Bridging the faith-life gap


9781844746248Graham Hooper was converted in Tanzania while living and working on a game reserve as a young civil engineer. That same year he met his future wife. Since then, he’s moved between continents as work has taken him to Mauritias, Papua New Guinea, Dubai and Australia with a stint at theological college in the UK somewhere in the middle. So he knows a bit about what it’s like to live with the tension of being a Christian in the secular world.

Graham is no stranger to the challenges people face trying to integrate their faith with the rest of their life, and he’s passionate about helping people become more wholistic in their approach to their faith. His new book Undivided was published by IVP April this year, and it’s all about closing what Graham calls the “faith-life gap”.

“I’m fascinated how Jesus lived such a totally integrated life and that what came out of him was what was inside him, if you can say that reverently. He was uniquely a whole person.

“But with us, there’s all sorts of gaps: there’s gaps between who we want to be and who we are; the gap between how we like people to think of us and how we are; the gap between what we want to achieve and what we actually get to achieve; there are all these gaps, and behind it all, the gap between us and God. That’s what this book is about.”

Having worked as a senior executive in a global infrastructure company, Graham has based the book on personal experience. He says Christians are constantly facing ethical questions and relationship issues which challenge them to live in line with the Gospel, to bridge the gap between the world and their faith, and it’s not an easy task.

“There are times when in the infrastructure business I was in, you bid for a contact and you lose. How do you deal with failure? Or you go for a promotion and you don’t get it. How do you deal with that? How do you deal with conflict in the office? How do you deal with difficult people? How do you deal ethically in complex financial transactions – how do you maintain integrity? Life is not black and white, there are several shades of grey, and how do you learn where to draw the line in your own morality and ethics in the light of the word of God?”

Answers to those questions, Graham argues, need to be thrashed out in the public, between friends and Christian colleagues, where accountability and support can thrive in a safe environment. He says churches need to be the first to provide a forum where men and women can share the challenges they face at work in a non-threatening environment in light of the word of God.

“A fundamental issue that I’ve encountered in my life is the need to be honest with one another about the problems. When I became a Christian the only books I ever read about Christianity were really along the lines of, you know, don’t cheat on your tax returns; don’t steal pencils from the office and try and be a witness in the office. And there were no forums I ever encountered for people to share what’s really going on in their life at work.

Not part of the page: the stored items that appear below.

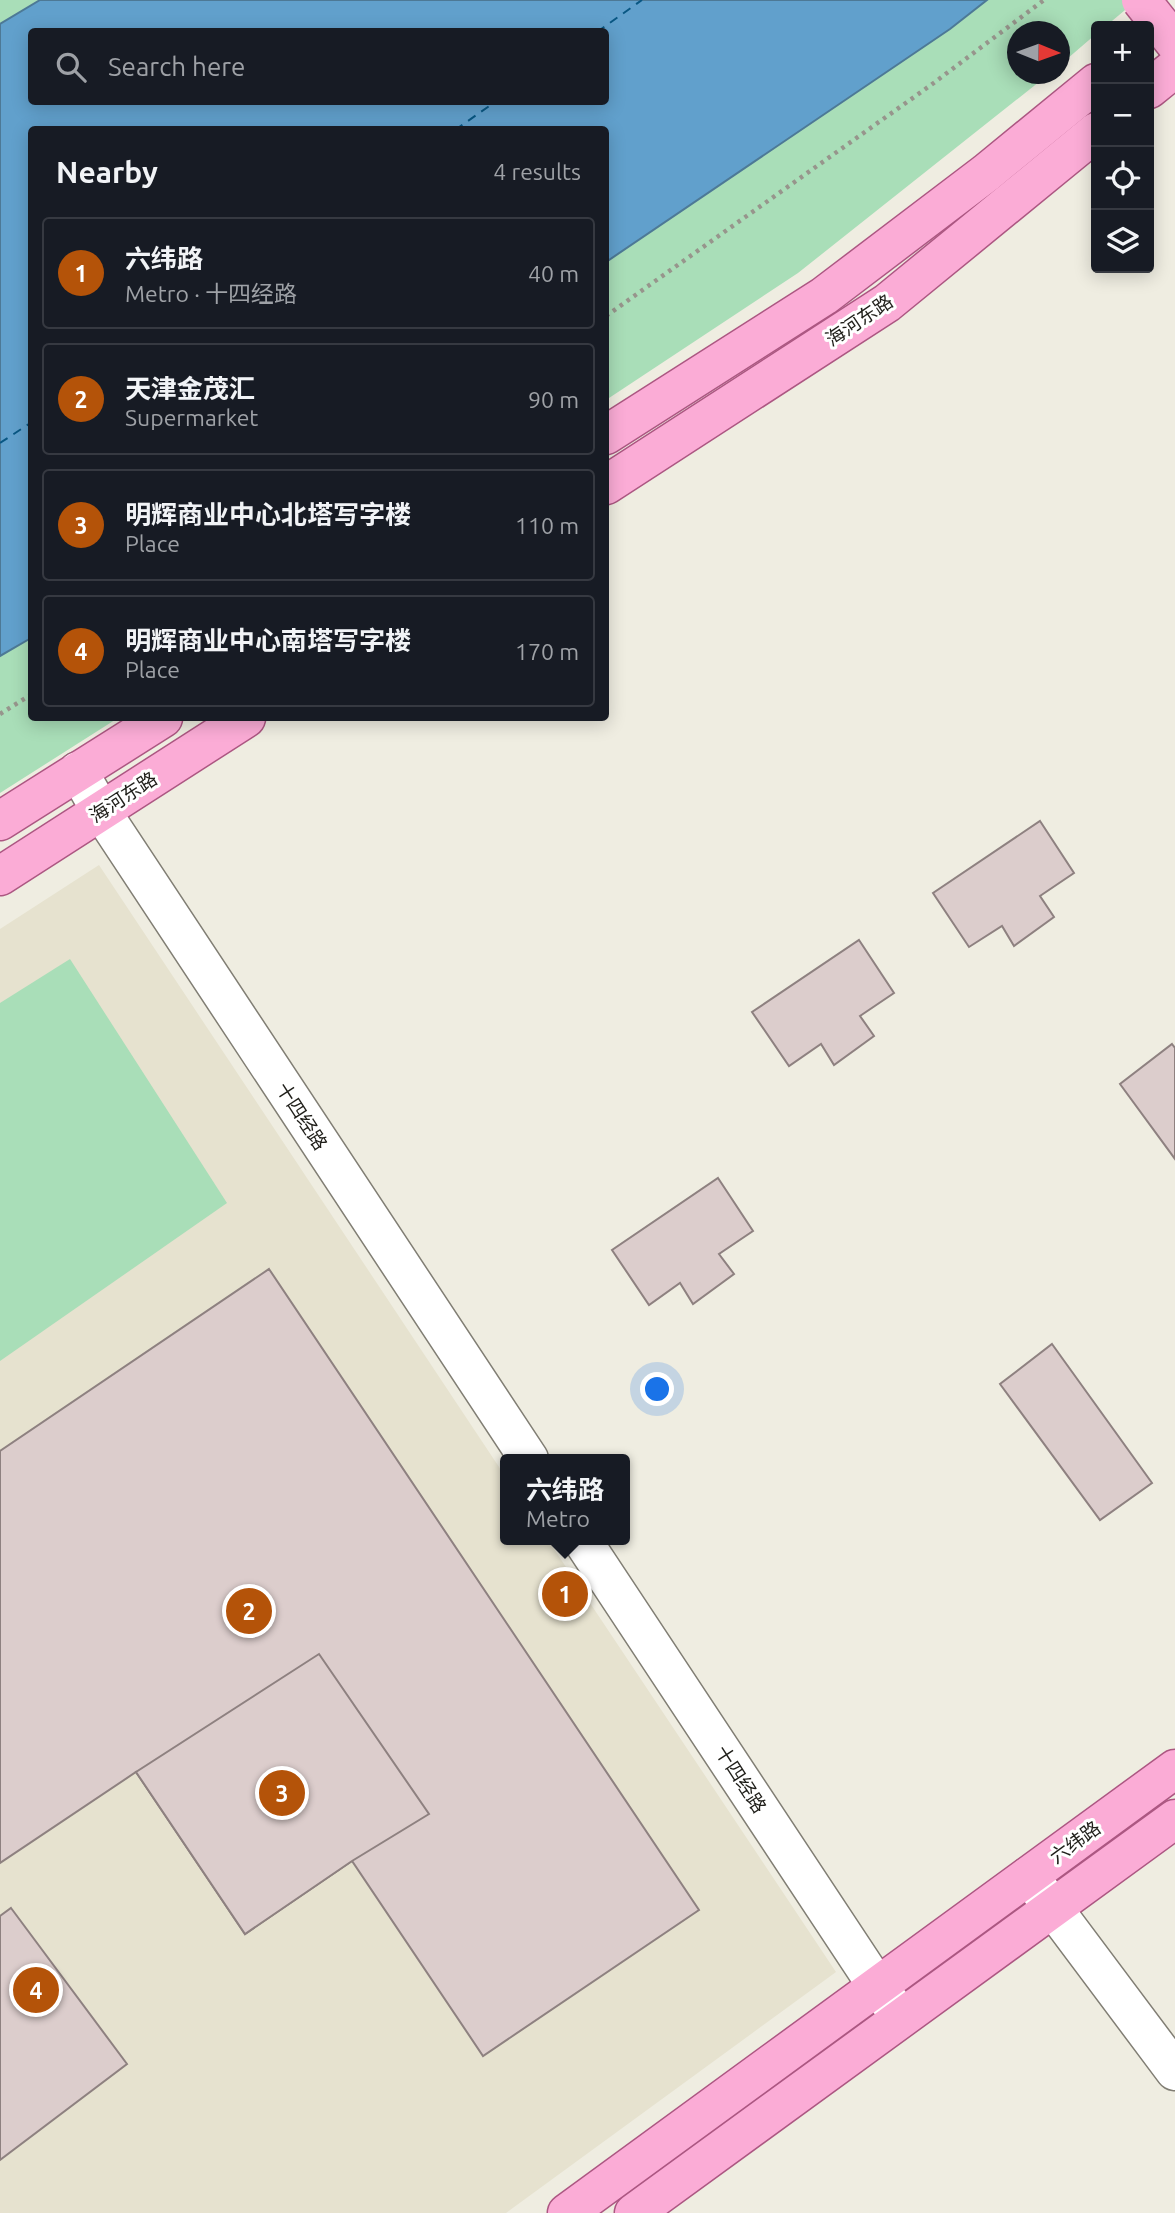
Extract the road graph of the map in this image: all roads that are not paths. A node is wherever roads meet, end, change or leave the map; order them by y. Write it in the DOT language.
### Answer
graph roads {
  1 [pos="1141,0"];
  2 [pos="1175,19"];
  3 [pos="1154,36"];
  4 [pos="1175,43"];
  5 [pos="1175,68"];
  6 [pos="1095,84"];
  7 [pos="1154,85"];
  8 [pos="1091,136"];
  9 [pos="609,433"];
  10 [pos="609,483"];
  11 [pos="158,721"];
  12 [pos="241,721"];
  13 [pos="78,771"];
  14 [pos="101,811"];
  15 [pos="0,821"];
  16 [pos="0,876"];
  17 [pos="526,1454"];
  18 [pos="585,1545"];
  19 [pos="1175,1769"];
  20 [pos="1175,1819"];
  21 [pos="1029,1876"];
  22 [pos="1052,1908"];
  23 [pos="877,1986"];
  24 [pos="901,2017"];
  25 [pos="1175,2071"];
  26 [pos="567,2213"];
  27 [pos="634,2213"];
  1 -- 4 [label="main road, bridge"];
  2 -- 3 [label="main road"];
  5 -- 7 [label="main road"];
  6 -- 9 [label="main road, 海河东路"];
  8 -- 10 [label="main road, 海河东路"];
  11 -- 13 [label="main road"];
  12 -- 14 [label="main road, 海河东路"];
  13 -- 14 [label="street, 十四经路"];
  13 -- 15 [label="main road"];
  14 -- 16 [label="main road, 海河东路"];
  14 -- 17 [label="street, 十四经路"];
  18 -- 23 [label="street, 十四经路"];
  19 -- 21 [label="main road, 六纬路"];
  20 -- 22 [label="main road, 六纬路"];
  21 -- 22 [label="street"];
  21 -- 23 [label="main road, 六纬路"];
  22 -- 24 [label="main road, 六纬路"];
  22 -- 25 [label="street"];
  23 -- 24 [label="street, 十四经路"];
  23 -- 26 [label="main road, 六纬路"];
  24 -- 27 [label="main road, 六纬路"];
}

“You have people coming to church on Sunday- managers of companies, people who have just been made redundant, people struggling with complex negotiations with trade unions and employers, people in boring jobs who can’t see any point in what they have to do, and you know they smile and chat with people and say everything’s fine, but they haven’t got people they can share with about this.”

Sharing one another’s burdens is important, Graham says, but honesty with God is the first priority.

“I think that is the whole challenge of the Christian life on this earth. It begins with honesty. When you come to Christian faith, you have to be honest with God. The Bible calls us to repent, which means to change. To change, we’ve got to recognise we need change. The first step in this really is to continually be out in the open with God and not to pretend. We also need to try and bring that honesty into our worship.”

Graham says people need to recognise where the gaps can creep in, to bring those tensions before God and ask others to pray for them. He says often we’re facing multiple problems and it’s a case of being honest about where we’re struggling, so instead of being overwhelmed by the disconnect in our lives, we can feel connected to God and to one another.

“Problems don’t arrive at us like an orderly succession of waves on a seashore. It’s more like a stormy maelstrom sometimes, when you’ve got a whole stack of stuff going on in your life: work problems, maybe relationship problems, maybe church problems, maybe your own spiritual struggles and doubts.

“This may be all happening at once and of course it’s all inter-connected because we’re such complex beings so problems are going to affect our relationships, our work and our spiritual life. One spills over into another. And you know, God sees the same person Monday to Friday, Saturday to Sunday, whatever we’re doing. And our whole life is to be worship to him, not just Sunday. That’s really the theme of the book from the prayer in Psalm 86: Lord, give me an undivided heart.”

Undivided is out now through IVP as a paperback and ebook.